Publié le par modimodi

Il est des phraseurs et des beaux parleurs qui ont aussitôt les mots pour le dire, pour ne rien dire souvent. Ceux-là sont dits éloquents, comme moi, peut-être !

Oui ! Je n'ai de cesse, gonflé d'espoir et d'illusions, de vous parler et vous écrire ! Je discours pour de virtuels lecteurs ou auditeurs, des muets le plus souvent, dont le silence est lui-même éloquent !

Ah ! Mais quelle bouteille à l'encre asséchée pour ma plume assoiffée de mots. Je suis le disert qui soliloque dans le désert pour les cailloux et les chameaux. A force, je déblatère et déblatère encore ! J'ai la harangue sur le bout de la langue généreusement tirée !

Je nomadise dans les dunes des réseaux sociaux. Au milieu des mirages, j'emprunte d'un pas lent de caravanier, les voies tracées pour les méharistes aux songes sableux ! J'irrigue même ici et là, dans l'espoir de créer une oasis mais le sol est ingrat. Il ne convient souvent qu'aux espèces acclimatées aux zones arides et incultes.
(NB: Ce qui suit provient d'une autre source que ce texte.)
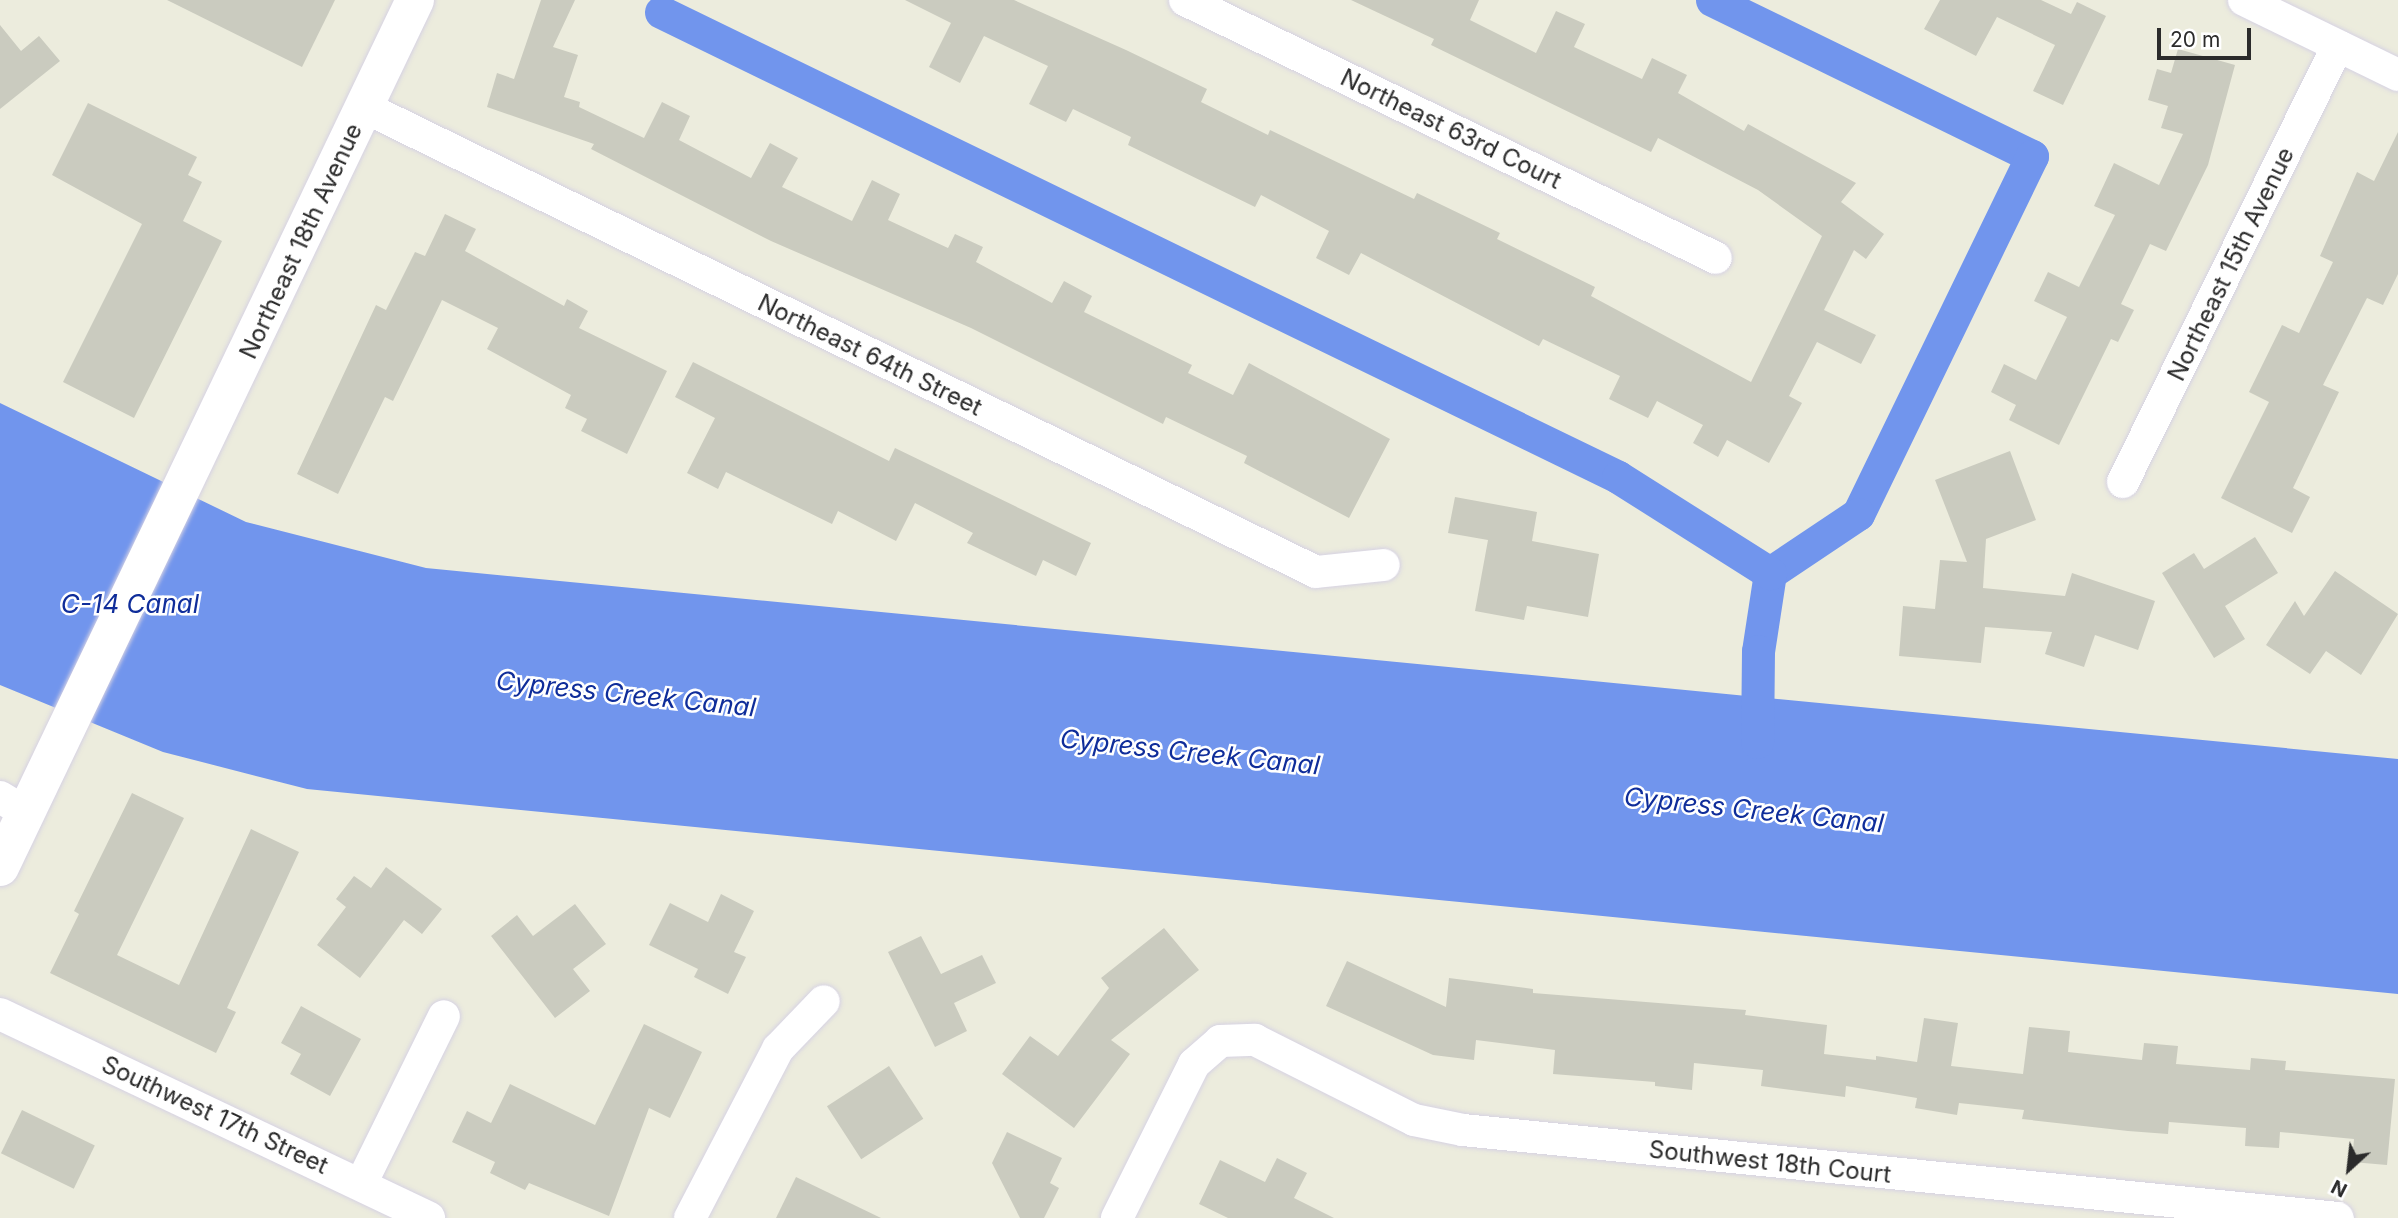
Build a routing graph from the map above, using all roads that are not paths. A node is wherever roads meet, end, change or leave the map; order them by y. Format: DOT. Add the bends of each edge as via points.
graph roads {
  1 [pos="415,0"];
  2 [pos="1185,0"];
  3 [pos="2244,0"];
  4 [pos="2338,46"];
  5 [pos="2398,75"];
  6 [pos="363,107"];
  7 [pos="1716,258"];
  8 [pos="2123,482"];
  9 [pos="1384,565"];
  10 [pos="13,805"];
  11 [pos="0,867"];
  12 [pos="824,1001"];
  13 [pos="0,1014"];
  14 [pos="444,1016"];
  15 [pos="360,1184"];
  16 [pos="2177,1211"];
  17 [pos="429,1218"];
  18 [pos="690,1218"];
  19 [pos="1117,1218"];
  20 [pos="2338,1218"];
  1 -- 6 [label="street, Northeast 18th Avenue"];
  2 -- 7 [label="street, Northeast 63rd Court"];
  3 -- 4 [label="street"];
  4 -- 5 [label="street"];
  4 -- 8 [label="street, Northeast 15th Avenue"];
  6 -- 9 [label="street, Northeast 64th Street" via="1316,572"];
  6 -- 10 [label="street, Northeast 18th Avenue" via="69,726"];
  10 -- 11 [label="street, Northeast 18th Avenue"];
  12 -- 18 [label="street" via="778,1049"];
  13 -- 15 [label="street, Southwest 17th Street"];
  14 -- 15 [label="street"];
  15 -- 17 [label="street, Southwest 17th Street"];
  16 -- 19 [label="street, Southwest 18th Court" via="1413,1121 1255,1040 1220,1041 1194,1064"];
  16 -- 20 [label="street, Southwest 18th Court"];
}
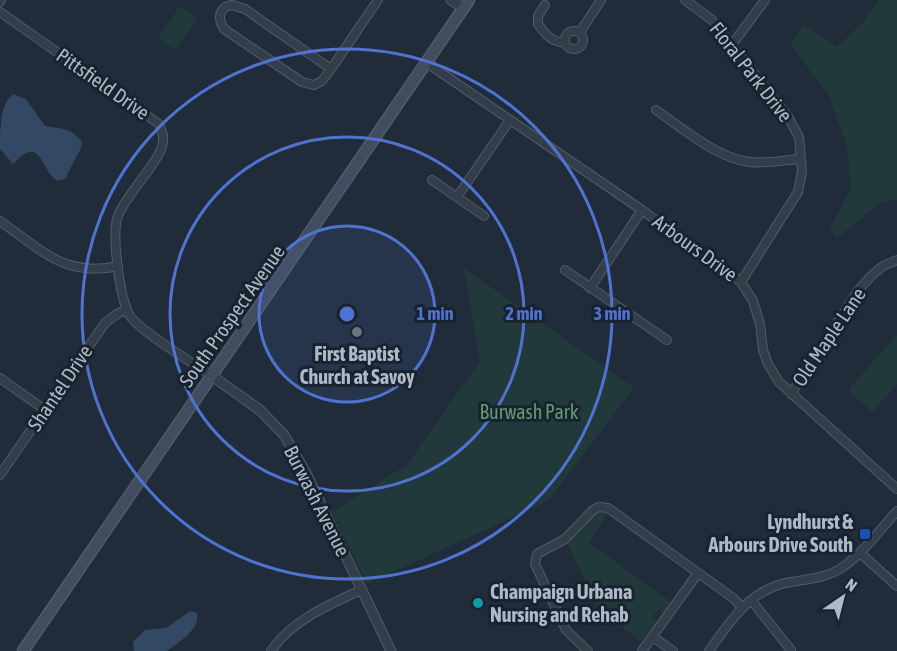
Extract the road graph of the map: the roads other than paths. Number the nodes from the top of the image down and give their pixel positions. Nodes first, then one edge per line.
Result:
1 (378, 0) edge
2 (451, 0) edge
3 (601, 0) edge
4 (685, 0) edge
5 (765, 0) edge
6 (467, 4) edge
7 (545, 5) dead end
8 (0, 12) edge
9 (580, 32) junction
10 (565, 42) junction
11 (731, 46) junction
12 (427, 63) junction
13 (331, 69) junction
14 (656, 110) dead end
15 (510, 120) junction
16 (801, 159) junction
17 (432, 180) dead end
18 (457, 197) junction
19 (642, 210) junction
20 (484, 216) dead end
21 (0, 221) edge
22 (897, 260) edge
23 (118, 266) junction
24 (565, 270) dead end
25 (741, 282) junction
26 (590, 288) junction
27 (127, 309) junction
28 (667, 340) dead end
29 (212, 376) junction
30 (0, 378) edge
31 (791, 394) junction
32 (45, 410) junction
33 (0, 476) edge
34 (897, 489) edge
35 (897, 511) edge
36 (860, 553) junction
37 (698, 573) junction
38 (897, 586) edge
39 (362, 590) junction
40 (750, 600) junction
41 (742, 607) junction
42 (653, 638) junction
43 (791, 650) edge
44 (23, 651) edge
45 (270, 651) edge
46 (391, 651) edge
47 (588, 651) edge
48 (642, 651) edge
49 (673, 651) edge
50 (709, 651) edge

1 - 13 street
2 - 6 street
3 - 9 street
4 - 11 street, Floral Park Drive
5 - 11 street
6 - 12 main road, South Prospect Avenue
7 - 10 street
8 - 23 street, Pittsfield Drive
9 - 10 street
9 - 10 street
11 - 16 street, Floral Park Drive
12 - 15 street, Arbours Drive
12 - 29 main road, South Prospect Avenue
13 - 13 street
14 - 16 street
15 - 18 street
15 - 19 street, Arbours Drive
16 - 25 street, Floral Park Drive
17 - 18 street
18 - 20 street
19 - 25 street, Arbours Drive
19 - 26 street
21 - 23 street
22 - 31 street, Old Maple Lane
23 - 27 street, Pittsfield Drive
24 - 26 street
25 - 31 street, Arbours Drive
26 - 28 street
27 - 29 street, Pittsfield Drive
27 - 32 street, Shantel Drive
29 - 39 street, Burwash Avenue
29 - 44 main road, South Prospect Avenue
30 - 32 street
31 - 34 street, Arbours Drive
32 - 33 street, Shantel Drive
35 - 36 street
36 - 38 street
36 - 40 street
37 - 41 street
37 - 42 street
37 - 47 street
39 - 45 street
39 - 46 street, Burwash Avenue
40 - 41 street
40 - 43 street
41 - 50 street
42 - 48 street
42 - 49 street

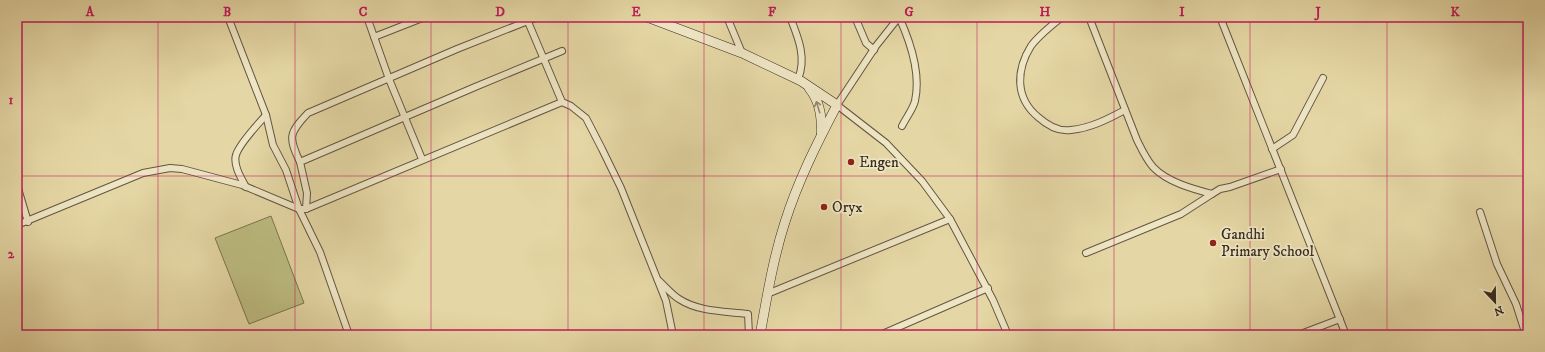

Je suis une espèce désolée et adaptée, réservée aux esprits stériles. Je m'enroche pour m'accrocher à l'ingratitude d'un sol pauvre et mince qui ne convient qu'aux terre-à-terre. Et si je chauffe à blanc, je prends de suite un refroidissement.

Ô vous les anonymes, indifférents, taiseux, je suis votre victime ! Mon enthousiasme subit vos variations de température et d'humeur qui éclatent et fragmentent toutes mes résolutions, pourtant dures comme la pierre. Je suis au bagne ! Un seul grain de sable suffit d'ordinaire à me gripper. Et là, des milliers de cailloux comme autant de scrupules sautant de vos chaussures, jonchent désormais le sol désertique de ma faconde inculte.

Je caquette pour rien, pour des scorpions assoupis au milieu des cactus désolés ! Quelques lézards et d'agiles vipères à corne s'insinuent au hasard d'un buisson de commentaires épineux, des araignées cherchent à tisser leurs idées, des gerboises songeuses et rongeuses de pensées recherchent quelques hypothétiques oiseaux nocturnes !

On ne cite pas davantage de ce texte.